TUDO SOBRE A BÍBLIA – nº9

Estamos no Ano do Senhor de Dois Mil e Dez.

É uma manhã fria de junho e tudo transcorre como costumeiro em nosso final de semana como sempre é, e foi.

Nessa suposta tranqüilidade pairam sempre as incertezas da vida: nosso cheque especial; nossos filhos; nossos empregos; etc.

Em meio a tudo isso, temos seguido vencedores; sempre transpondo as barreiras e atravessando as intempéries tempestivas da vida.

Nessa seqüência de vitórias, existem é claro momentos de derrota.

Sobre isso também nos fala nossa amiga Bíblia, então vamos saber mais a seu respeito para possamos ter a mesma como nossa companheira inseparável.

A nossa amiga como já dissemos é uma biblioteca santa composta no cânon evangélico de 66 Livros, sendo uns no VT Velho Testamento e outros no NT Novo Testamento; escrita nas línguas hebraico, aramaico e grego.
Tivemos sua primeira tradução feita para biblioteca de Alexandria , Egito.

Essa tradução foi do texto hebraico, aramaico do Velho Testamento e por ter sido realizada por cerca de 72 sábios judeus recebeu o nome de Septuaginta, ou seja SETENTA, que na verdade são “setenta e dois”.

Vamos seguir o raciocínio: nosso texto que era em tabletes de pedra e barro agora é de rolo de papiro ou couro de carneiro.
Esses rolos são separados por livros – Livro de Gênesis, Livro do Profeta Isaías, etc.

O VT ou AT – Velho Testamento ou Antigo Testamento; tinha então recebido sua primeira universalização da língua e do seu texto, pois passara para uma língua comum e a fazer parte do acervo de uma biblioteca, ainda que esta fosse uma biblioteca real.

Temos então o texto santo judaico agora escrito em uma língua comum de acesso á qualquer pessoa culta que a pudesse lê-la ou ouvi-la.

Os rolos agora estão nos tempos apostólicos em dois tipos na prática – os santos, que eram em hebraico e apenas podiam estar nas sinagogas e templo; e os comuns, que já haviam popularizado entre os nobres pelo menos, estes escritos em Koinê, ou seja, grego.
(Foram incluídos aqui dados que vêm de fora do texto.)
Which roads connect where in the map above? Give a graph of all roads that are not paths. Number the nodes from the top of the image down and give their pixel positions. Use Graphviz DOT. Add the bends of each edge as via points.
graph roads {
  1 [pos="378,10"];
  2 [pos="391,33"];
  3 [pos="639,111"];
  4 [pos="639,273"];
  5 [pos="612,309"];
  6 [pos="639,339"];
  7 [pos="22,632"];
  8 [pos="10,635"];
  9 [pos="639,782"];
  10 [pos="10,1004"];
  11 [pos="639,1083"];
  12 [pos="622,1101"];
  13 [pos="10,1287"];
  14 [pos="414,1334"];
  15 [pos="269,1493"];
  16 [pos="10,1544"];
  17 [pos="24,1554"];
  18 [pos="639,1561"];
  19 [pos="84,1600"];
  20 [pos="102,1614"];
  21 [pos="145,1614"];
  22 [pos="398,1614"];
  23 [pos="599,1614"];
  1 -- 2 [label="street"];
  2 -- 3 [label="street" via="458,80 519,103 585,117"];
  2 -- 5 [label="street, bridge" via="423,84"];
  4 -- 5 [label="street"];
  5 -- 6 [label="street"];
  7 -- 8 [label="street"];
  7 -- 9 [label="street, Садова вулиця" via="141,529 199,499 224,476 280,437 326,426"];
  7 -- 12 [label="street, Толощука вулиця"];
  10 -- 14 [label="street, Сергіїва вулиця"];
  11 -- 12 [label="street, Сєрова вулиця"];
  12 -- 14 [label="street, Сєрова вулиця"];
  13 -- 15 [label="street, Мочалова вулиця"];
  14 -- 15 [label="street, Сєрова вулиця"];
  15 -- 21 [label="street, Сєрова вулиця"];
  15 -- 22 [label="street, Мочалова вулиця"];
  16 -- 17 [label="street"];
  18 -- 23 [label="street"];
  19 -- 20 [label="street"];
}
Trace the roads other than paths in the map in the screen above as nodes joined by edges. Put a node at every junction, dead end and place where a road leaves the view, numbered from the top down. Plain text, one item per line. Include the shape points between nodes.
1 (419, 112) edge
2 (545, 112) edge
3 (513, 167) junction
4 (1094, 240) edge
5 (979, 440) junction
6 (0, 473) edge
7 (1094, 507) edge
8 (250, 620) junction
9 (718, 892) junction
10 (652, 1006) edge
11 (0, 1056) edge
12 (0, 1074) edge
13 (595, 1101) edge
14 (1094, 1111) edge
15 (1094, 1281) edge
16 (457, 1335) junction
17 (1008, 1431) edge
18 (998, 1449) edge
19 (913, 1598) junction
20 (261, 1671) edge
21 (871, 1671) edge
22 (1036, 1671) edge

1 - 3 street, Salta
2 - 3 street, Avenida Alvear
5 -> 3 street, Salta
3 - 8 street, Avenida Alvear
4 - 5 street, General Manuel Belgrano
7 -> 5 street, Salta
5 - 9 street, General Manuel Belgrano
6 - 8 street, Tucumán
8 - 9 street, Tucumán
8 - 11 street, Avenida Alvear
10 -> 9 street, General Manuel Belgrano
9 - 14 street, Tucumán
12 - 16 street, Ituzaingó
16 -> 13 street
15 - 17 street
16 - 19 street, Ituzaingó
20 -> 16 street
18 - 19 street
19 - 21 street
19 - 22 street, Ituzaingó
Olhando para o Livro dos Atos dos Apóstolos, temos a figura do Evangelista Filipe e o Eunuco, Etíope; que vinha lendo o Livro do Profeta Isaias.

Se um estrangeiro lia publicamente ainda que na estrada um livro santo, este deveria com toda certeza já ter sido popularizado de alguma maneira; ou seja, possivelmente esse livro estaria escrito em grego e não em hebraico.

O judeu de menor cultura seria no mínimo trílingue.

Falaria Aramaico, pois era o idioma de seu povo, hebraico por ser sua língua santa e latim para se comunicar com os romanos.